My statistics page tells me that this is the 100th post to this blog! Hooray!
We're slowly getting there with the scenics for the Cartel Challenge layout, though at times it is a bit of puzzle. Logically, I need to work from the back to the front, but there are certain items I can't start on without finishing others first. Case in point, a retaining wall needed along the front of the layout.
I really want to try getting the ballast down amongst the track soon before the really cold weather arrives and slows down drying times drastically, but I can't until I had this 'edge' added to stop the glue and stones escaping.
This wasn't what I was originally planning for this wall though. A couple of months back Micro Model Railway Dispatch editor Ian Holmes talked about how they were using a Chooch Enterprises embossed sheeting to infill the rails on their challenge layout...
It got me interested as a means of speeding up the process of layout building, and a quick search showed that not only were their products available in the UK, but that they produced a wooden retaining wall in the style that I wanted for this scene.

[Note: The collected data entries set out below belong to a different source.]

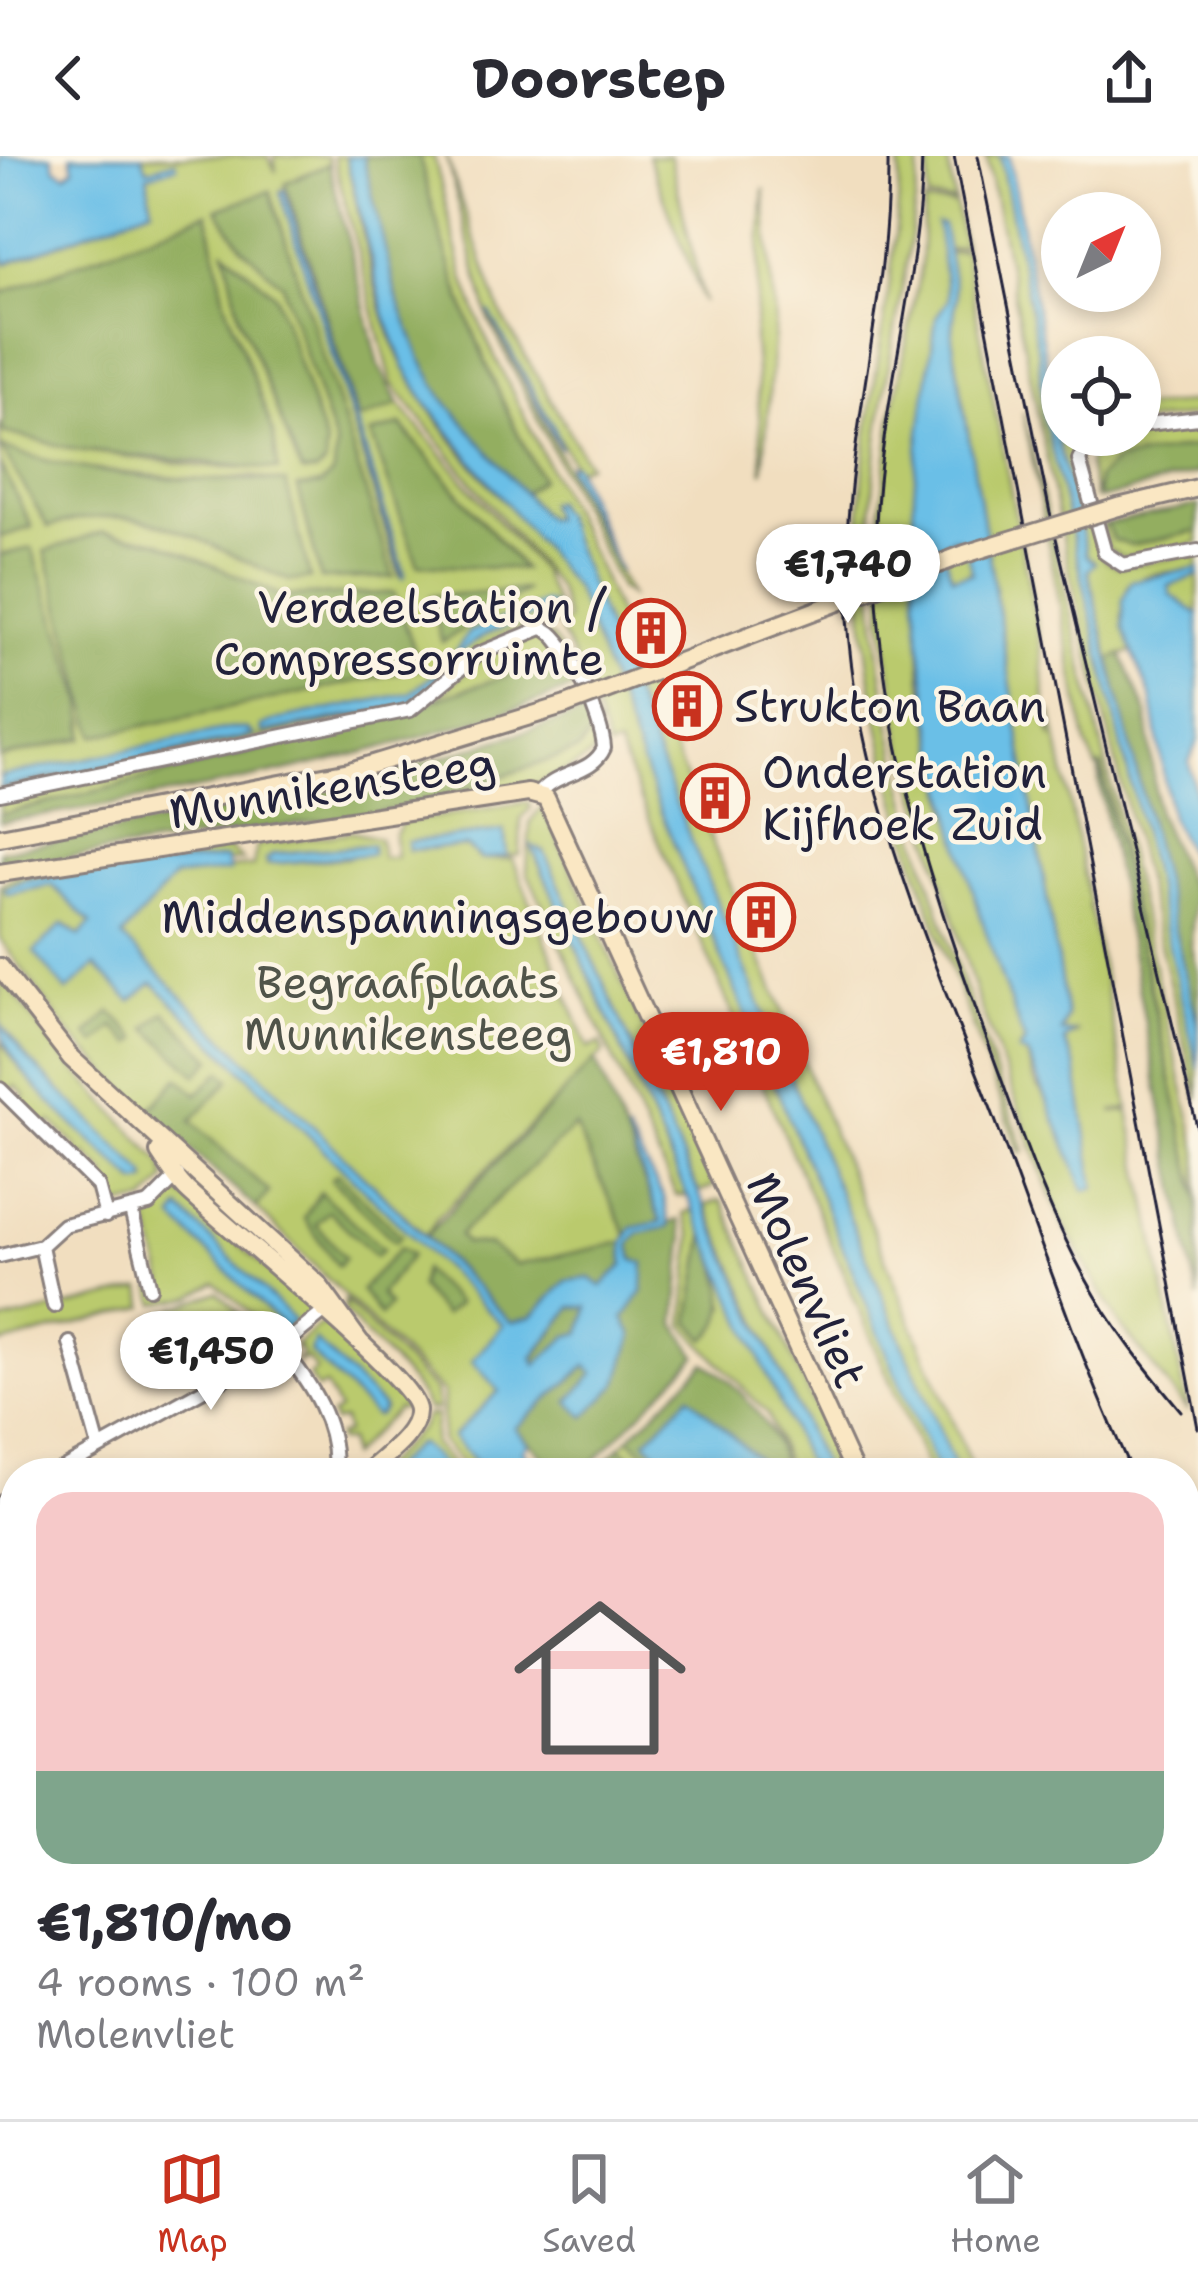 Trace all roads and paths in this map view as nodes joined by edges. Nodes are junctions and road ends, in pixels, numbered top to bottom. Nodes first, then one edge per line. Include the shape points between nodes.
1 (1198, 418) edge
2 (1161, 422) edge
3 (1081, 456) edge
4 (1198, 488) edge
5 (1198, 551) edge
6 (0, 794) edge
7 (539, 794) junction
8 (0, 837) edge
9 (0, 873) edge
10 (0, 967) edge
11 (0, 1089) edge
12 (181, 1172) junction
13 (131, 1210) junction
14 (106, 1216) junction
15 (41, 1246) junction
16 (0, 1256) edge
17 (150, 1288) dead end
18 (54, 1306) dead end
19 (330, 1308) junction
20 (70, 1342) dead end
21 (281, 1347) junction
22 (99, 1448) junction
23 (81, 1458) edge
24 (331, 1458) edge
25 (382, 1458) edge
26 (848, 1458) edge

1 - 2 street
3 - 5 street via 1105,553 1123,565
4 - 8 street, Munnikensteeg, bridge via 965,554 566,705 350,771
6 - 7 street, Munnikensteeg via 410,710 493,644 542,628 561,640 604,748 592,764
7 - 9 street, Munnikensteeg
7 - 26 street, Molenvliet via 551,803
10 - 12 street via 59,1046
11 - 14 street via 98,1186
12 - 13 street via 149,1204
12 - 19 street
13 - 14 street
13 - 17 street
14 - 15 street via 64,1225
15 - 16 street
15 - 18 street
19 - 21 street
19 - 25 street via 411,1393 418,1411
20 - 22 street
21 - 22 street
21 - 24 street via 321,1406
22 - 23 street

Nothing particularly remarkable here: Two sheets of 40thou plasticard glued back to back, scribed at 4mm intervals to represent foot wide planks, scratched multiple times lengthways with the tip of a sharp knife to get a wood grain effect.
Installed on the layout, a few offcuts of 80x188thou strip were similarly scratched and added to create upright stanchions. Perhaps I've gone too far in the other direction and made the planking a little too wide. Certainly when it next appears there'll be a few more stanchions added, but of course it was far easier to add to few and more later than try to remove them at a later date.
And after all that work I quickly decided to check a photograph of the prototype this is based on.
The memory cheats.
The real thing had upright planking on the wall with horizontal bracing!
I've put too much work into this to want to change it, and in all honesty, this is very much a caricature, so it does work in this context. It's hardly a make or brake detail.